- Your instructions -
Below are records; work out how many of their lines contain the word "NASER" and reply with the number only.
↓↓↓
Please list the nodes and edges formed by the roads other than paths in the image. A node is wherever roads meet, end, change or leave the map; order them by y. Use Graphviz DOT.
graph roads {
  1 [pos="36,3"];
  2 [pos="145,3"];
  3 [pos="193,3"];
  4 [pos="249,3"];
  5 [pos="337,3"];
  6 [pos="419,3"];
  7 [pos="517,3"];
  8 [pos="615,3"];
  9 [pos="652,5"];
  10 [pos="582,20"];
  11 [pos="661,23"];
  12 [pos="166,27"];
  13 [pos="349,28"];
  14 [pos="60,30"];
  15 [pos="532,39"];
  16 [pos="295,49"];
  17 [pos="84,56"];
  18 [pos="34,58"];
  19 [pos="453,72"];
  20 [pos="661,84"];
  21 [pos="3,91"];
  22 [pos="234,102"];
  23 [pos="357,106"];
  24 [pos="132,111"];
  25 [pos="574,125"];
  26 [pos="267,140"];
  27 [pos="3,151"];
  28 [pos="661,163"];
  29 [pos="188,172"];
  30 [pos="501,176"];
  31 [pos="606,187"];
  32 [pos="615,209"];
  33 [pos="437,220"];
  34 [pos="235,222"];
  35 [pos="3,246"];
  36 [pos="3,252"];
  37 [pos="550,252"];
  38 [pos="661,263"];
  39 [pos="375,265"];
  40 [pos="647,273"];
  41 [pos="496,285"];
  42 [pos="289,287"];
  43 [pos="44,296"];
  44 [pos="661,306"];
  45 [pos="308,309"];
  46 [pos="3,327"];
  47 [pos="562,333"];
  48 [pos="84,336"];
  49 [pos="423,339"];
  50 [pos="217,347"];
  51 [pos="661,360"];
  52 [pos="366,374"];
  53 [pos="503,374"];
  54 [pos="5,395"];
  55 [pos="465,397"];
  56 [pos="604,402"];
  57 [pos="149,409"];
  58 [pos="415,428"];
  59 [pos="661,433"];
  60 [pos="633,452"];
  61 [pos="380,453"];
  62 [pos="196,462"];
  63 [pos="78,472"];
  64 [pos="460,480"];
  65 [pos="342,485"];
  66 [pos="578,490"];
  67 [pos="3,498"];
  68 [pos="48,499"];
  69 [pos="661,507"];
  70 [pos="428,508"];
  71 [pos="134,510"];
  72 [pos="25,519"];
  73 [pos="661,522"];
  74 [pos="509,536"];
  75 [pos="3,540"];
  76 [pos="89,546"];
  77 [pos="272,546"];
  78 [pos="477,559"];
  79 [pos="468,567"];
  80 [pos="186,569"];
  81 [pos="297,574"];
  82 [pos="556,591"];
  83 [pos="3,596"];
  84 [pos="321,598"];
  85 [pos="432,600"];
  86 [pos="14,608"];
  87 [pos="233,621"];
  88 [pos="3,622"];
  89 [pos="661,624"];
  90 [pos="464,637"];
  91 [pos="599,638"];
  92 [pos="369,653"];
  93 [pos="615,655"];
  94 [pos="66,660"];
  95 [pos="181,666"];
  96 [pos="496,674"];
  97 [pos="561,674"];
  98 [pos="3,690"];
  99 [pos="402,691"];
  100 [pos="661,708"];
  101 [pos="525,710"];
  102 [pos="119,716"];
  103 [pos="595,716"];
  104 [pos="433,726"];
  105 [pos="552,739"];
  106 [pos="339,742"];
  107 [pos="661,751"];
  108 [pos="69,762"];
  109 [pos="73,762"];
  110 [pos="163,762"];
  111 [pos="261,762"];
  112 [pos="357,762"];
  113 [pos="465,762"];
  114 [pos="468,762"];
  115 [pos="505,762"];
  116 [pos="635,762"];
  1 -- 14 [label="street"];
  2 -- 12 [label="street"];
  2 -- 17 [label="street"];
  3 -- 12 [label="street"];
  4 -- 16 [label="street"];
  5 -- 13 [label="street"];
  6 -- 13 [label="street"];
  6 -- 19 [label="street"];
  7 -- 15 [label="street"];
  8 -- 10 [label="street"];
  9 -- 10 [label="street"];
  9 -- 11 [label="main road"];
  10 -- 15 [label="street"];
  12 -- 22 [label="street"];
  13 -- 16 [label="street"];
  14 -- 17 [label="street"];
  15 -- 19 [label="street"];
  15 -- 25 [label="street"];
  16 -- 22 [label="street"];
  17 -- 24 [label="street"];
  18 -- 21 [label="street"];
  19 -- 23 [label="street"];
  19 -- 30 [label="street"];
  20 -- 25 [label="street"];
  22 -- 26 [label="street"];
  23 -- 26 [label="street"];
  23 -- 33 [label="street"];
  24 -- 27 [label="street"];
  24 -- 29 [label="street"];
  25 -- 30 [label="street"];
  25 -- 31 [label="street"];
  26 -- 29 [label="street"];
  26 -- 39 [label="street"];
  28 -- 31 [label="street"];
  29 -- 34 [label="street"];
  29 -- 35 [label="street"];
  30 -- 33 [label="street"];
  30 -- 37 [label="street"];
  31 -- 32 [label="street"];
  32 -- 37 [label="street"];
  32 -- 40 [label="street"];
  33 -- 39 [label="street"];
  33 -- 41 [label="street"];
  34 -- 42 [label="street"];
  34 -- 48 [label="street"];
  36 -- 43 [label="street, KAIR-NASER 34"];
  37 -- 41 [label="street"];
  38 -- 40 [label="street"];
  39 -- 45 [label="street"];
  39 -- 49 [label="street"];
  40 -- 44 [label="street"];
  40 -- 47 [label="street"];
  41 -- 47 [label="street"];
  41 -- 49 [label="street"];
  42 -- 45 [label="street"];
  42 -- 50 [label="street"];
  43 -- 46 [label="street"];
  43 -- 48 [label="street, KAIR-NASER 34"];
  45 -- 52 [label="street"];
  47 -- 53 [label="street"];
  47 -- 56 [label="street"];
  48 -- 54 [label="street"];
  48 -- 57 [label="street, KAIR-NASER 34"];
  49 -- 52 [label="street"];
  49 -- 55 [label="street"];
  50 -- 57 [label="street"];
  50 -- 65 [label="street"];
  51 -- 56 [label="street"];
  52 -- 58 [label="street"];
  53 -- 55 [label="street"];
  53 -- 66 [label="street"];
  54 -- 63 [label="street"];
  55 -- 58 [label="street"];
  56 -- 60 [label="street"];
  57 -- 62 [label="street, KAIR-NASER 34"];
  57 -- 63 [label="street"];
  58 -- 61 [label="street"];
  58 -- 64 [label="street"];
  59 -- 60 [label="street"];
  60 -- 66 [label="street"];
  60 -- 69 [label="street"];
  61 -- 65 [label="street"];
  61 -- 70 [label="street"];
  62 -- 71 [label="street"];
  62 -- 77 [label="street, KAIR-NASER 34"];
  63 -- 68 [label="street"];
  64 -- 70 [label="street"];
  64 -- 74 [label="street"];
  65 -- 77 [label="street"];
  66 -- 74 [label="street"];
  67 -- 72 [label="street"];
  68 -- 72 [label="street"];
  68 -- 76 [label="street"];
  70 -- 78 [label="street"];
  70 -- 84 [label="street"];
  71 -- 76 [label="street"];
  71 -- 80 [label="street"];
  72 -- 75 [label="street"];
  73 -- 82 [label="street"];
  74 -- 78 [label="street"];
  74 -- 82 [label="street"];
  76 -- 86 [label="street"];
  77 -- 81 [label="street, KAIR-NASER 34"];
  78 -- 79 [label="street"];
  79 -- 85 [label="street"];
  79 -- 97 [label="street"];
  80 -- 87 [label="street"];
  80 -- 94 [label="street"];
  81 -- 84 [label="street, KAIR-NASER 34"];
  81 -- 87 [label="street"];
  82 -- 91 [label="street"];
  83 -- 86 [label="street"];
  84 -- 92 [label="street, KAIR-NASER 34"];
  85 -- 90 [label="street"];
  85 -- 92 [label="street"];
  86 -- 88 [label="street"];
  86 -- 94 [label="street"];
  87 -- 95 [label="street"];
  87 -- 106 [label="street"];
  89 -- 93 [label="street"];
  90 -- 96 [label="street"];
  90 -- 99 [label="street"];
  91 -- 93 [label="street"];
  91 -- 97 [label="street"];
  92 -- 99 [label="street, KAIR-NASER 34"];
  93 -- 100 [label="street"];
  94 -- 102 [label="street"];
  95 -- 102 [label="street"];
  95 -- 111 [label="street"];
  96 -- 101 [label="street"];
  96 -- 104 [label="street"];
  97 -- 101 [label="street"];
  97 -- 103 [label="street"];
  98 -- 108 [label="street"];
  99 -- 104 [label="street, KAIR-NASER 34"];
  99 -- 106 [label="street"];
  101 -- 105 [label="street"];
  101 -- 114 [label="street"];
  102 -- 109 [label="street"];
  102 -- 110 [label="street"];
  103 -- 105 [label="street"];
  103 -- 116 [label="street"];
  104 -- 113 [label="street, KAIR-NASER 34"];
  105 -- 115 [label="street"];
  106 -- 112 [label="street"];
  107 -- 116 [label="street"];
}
↑↑↑
- Answer space -
11